Would you rather swim in an ocean of various animal shits for 5 minutes, or have a huge abscess on your nipple containing three thousand baby wolf spiders?
Shits
Would you rather get a cubicle labor job for 8 hours a day or eat shit with shattered glass in it.
Labor job
Would you rather go fishing or hunting
hunting. never tried it before.
would you rather have superspeed at the cost of having no short-term memory or super strength at the cost of having no emotions?
Strength.
Would you rather eat an entire jar of mayonnaise, or an entire jar of mustard?
Mustard.
Would you rather be trapped in darkness or bright [blinding] light?
[QUOTE=Muggy;41297106]Mustard.
Would you rather be trapped in darkness or bright [blinding] light?[/QUOTE]
Trapped in darkness. At least I can then sleep.
Would you rather sit on a comfortable chair all-day non-stop and watch really bad (But not the type that are so bad they're actually entertaining) films/TV shows or sit on an uncomfortable chair all-day non-stop and watch really good films/TV shows?
Uncomfortable chair with good tv.
Would you rather kill 1 human or 10 cows.
10 cows. That's a lot of good meat.
Would you rather work as a fry cook at McDonalds or Burger King for the rest of your life?
That's a pretty shitty choice, but since I like BK's food better I choose Mcdonalds so I don't get sick of what I like.
Would you rather have a Rule 63'd version of yourself for your girlfriend/boyfriend, or go on a shitload of unsuccessful blind dates?

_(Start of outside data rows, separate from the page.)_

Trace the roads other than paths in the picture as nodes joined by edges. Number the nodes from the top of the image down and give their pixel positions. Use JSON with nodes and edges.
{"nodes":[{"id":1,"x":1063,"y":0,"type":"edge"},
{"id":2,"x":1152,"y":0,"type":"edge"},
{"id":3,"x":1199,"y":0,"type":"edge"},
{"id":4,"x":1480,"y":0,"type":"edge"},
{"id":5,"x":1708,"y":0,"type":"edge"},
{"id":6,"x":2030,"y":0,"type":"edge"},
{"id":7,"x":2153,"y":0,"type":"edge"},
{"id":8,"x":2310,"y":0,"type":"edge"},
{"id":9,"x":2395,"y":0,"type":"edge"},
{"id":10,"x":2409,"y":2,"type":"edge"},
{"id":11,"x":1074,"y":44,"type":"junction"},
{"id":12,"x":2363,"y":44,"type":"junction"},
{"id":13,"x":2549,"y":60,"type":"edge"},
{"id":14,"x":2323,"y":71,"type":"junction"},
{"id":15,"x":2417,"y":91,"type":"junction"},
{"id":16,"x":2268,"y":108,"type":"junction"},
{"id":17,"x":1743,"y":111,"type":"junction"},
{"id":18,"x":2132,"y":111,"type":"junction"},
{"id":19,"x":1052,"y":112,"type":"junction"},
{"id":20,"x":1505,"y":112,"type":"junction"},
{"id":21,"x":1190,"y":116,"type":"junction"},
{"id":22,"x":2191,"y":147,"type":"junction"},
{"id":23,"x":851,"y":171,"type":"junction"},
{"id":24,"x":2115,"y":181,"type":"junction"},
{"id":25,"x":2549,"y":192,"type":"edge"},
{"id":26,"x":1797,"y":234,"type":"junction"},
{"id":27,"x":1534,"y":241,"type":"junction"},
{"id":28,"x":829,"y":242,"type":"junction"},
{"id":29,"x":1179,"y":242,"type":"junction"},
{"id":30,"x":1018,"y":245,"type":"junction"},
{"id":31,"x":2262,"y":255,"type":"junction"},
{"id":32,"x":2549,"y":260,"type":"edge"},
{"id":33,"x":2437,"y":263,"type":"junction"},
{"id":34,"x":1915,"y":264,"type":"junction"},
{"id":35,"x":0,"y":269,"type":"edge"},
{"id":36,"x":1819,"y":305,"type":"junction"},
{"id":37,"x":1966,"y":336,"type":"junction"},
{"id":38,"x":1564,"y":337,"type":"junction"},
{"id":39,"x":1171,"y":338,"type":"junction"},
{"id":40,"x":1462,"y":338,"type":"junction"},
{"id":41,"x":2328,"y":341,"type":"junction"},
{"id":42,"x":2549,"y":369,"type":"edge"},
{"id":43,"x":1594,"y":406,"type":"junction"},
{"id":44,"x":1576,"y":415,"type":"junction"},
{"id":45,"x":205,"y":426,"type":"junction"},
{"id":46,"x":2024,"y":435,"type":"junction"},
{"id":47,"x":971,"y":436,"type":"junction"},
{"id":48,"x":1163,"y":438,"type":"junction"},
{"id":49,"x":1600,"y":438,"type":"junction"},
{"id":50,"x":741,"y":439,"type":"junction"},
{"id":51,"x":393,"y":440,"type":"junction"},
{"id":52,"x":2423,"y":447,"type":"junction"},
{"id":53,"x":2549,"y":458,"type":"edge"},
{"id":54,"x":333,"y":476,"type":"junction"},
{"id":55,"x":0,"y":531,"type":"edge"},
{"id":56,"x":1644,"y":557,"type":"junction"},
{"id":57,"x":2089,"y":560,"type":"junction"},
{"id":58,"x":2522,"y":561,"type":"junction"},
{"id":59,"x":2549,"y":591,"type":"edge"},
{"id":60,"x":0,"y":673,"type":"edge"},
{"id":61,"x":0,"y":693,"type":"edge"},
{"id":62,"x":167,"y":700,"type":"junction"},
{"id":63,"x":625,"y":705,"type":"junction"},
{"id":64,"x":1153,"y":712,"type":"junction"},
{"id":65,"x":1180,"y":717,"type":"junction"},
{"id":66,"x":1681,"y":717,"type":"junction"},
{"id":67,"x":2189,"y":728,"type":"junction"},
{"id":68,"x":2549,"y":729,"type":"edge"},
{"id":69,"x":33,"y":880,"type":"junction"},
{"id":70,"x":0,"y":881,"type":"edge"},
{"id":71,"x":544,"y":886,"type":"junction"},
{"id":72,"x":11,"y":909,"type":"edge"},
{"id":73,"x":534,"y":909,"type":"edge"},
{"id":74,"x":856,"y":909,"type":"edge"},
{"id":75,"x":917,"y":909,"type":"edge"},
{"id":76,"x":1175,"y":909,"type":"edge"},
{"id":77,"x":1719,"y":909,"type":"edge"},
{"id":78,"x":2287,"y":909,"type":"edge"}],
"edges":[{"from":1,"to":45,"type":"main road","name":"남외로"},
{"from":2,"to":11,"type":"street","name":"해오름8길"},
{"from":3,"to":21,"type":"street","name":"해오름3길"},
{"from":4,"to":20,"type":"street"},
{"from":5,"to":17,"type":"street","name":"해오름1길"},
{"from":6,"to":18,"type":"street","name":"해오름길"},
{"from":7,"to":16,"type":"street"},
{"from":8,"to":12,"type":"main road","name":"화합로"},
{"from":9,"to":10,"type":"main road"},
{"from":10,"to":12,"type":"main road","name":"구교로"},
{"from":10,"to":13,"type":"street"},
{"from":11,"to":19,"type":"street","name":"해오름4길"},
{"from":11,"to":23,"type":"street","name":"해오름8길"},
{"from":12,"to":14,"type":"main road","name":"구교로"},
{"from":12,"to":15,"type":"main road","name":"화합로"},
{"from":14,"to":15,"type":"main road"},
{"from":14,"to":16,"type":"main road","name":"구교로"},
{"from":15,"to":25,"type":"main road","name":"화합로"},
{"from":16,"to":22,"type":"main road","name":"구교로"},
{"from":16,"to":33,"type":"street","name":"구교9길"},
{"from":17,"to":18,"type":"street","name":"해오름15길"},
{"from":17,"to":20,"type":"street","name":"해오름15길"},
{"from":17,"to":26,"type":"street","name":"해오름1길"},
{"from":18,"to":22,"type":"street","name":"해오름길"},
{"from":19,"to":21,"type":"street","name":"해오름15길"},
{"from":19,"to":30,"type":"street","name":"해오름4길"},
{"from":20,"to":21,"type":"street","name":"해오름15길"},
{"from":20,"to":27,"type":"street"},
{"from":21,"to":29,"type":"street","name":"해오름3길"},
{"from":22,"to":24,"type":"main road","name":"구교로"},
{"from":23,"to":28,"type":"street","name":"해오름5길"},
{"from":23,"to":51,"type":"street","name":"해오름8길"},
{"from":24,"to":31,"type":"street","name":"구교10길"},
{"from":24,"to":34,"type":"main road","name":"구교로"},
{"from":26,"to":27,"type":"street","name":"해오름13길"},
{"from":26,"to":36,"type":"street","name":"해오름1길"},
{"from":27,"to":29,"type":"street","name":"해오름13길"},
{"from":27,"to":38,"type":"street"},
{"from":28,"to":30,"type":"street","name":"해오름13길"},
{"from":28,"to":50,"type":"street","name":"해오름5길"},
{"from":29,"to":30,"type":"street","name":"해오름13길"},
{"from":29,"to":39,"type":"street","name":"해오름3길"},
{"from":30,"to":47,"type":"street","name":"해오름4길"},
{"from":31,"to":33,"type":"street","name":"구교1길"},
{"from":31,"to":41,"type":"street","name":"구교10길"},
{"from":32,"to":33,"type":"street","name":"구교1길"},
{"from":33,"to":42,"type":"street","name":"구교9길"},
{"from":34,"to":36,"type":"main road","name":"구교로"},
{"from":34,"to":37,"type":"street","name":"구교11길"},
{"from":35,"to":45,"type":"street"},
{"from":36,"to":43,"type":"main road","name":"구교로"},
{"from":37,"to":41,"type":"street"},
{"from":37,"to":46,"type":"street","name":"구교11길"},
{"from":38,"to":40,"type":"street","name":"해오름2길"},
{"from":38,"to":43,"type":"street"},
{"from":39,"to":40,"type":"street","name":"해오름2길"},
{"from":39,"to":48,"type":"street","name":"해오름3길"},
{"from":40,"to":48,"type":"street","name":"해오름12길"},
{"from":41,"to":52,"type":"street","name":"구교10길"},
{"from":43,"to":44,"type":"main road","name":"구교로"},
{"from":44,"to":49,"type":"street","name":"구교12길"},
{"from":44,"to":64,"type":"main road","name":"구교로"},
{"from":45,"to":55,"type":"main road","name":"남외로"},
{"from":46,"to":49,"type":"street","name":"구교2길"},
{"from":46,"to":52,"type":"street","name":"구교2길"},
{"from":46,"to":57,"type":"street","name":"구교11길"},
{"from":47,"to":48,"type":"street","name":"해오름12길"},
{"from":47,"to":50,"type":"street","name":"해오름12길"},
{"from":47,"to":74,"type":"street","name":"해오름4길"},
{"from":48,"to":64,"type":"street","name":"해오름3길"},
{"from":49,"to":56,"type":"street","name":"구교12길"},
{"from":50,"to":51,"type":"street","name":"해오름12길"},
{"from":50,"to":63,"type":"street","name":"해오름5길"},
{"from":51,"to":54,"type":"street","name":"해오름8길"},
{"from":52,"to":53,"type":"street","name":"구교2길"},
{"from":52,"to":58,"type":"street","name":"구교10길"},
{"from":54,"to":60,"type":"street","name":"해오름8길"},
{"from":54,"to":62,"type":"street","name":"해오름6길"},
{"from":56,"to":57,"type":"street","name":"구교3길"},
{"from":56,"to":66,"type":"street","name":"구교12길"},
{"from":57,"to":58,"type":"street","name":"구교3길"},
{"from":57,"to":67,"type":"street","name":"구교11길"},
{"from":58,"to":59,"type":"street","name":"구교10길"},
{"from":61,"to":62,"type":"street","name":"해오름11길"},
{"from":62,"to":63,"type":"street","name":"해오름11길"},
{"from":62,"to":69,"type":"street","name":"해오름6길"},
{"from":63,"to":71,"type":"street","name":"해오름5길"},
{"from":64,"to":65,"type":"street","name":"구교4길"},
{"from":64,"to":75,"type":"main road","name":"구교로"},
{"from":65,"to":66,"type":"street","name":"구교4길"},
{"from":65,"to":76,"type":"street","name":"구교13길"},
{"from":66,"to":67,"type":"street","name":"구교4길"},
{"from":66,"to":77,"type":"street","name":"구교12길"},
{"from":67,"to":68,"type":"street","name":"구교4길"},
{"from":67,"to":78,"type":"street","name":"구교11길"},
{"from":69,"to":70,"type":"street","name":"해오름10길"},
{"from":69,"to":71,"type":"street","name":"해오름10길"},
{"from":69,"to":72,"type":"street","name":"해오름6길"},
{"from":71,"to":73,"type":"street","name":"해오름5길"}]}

[QUOTE=Ekalektik_1;41299282]That's a pretty shitty choice, but since I like BK's food better I choose Mcdonalds so I don't get sick of what I like.
Would you rather have a Rule 63'd version of yourself for your girlfriend/boyfriend, or go on a shitload of unsuccessful blind dates?[/QUOTE]
Probably the first option. You never said anything about dumping the girlfriend. And you also didn't specify how many a 'shitload' is.
Would you rather go swimming with children's arm bands on or go swimming in a bikini? (Both in a busy public pool).
children's arm bands. I'd go ahead and pretend it's like a prank that's being filmed or something, and act like a little kid (ok I probably wouldn't have the balls to do it but I'd try something)
would you rather die by cold or heat? pretend it will take the same amount of time for both.
By cold. I dont know, I imagine it not as painful as dieing by heat.
Would you rather get kicked in the balls or punched in the face?
[QUOTE=Prollgurke;41300389]By cold. I dont know, I imagine it not as painful as dieing by heat.
Would you rather get kicked in the balls or punched in the face?[/QUOTE]
Punched in the face. Probably would be less painful (Even more so if you are knocked out) and there's less chance of going sterile.
Would you rather drink a cup of cold coffee or a can of warm cola?
Cold coffee is cool.
Would you rather put a nail in your toe and kick a steal wall as hard as you can or climb a steep tall mountain with just underwear and a half eaten french fry (If you knew that you would be able to get to the top)
tall mountain
Would you rather be partner with youtube or machinima?
Youtube.
Would you rather be sterile and your partner never leave you, or your partner leave you after 2 kids with him/her?
[QUOTE=Cups;41301089]Youtube.
Would you rather be sterile and your partner never leave you, or your partner leave you after 2 kids with him/her?[/QUOTE]
The first.
Would you rather lick the floor of a public restroom clean or eat a cheeto from under a fat guy's rolls?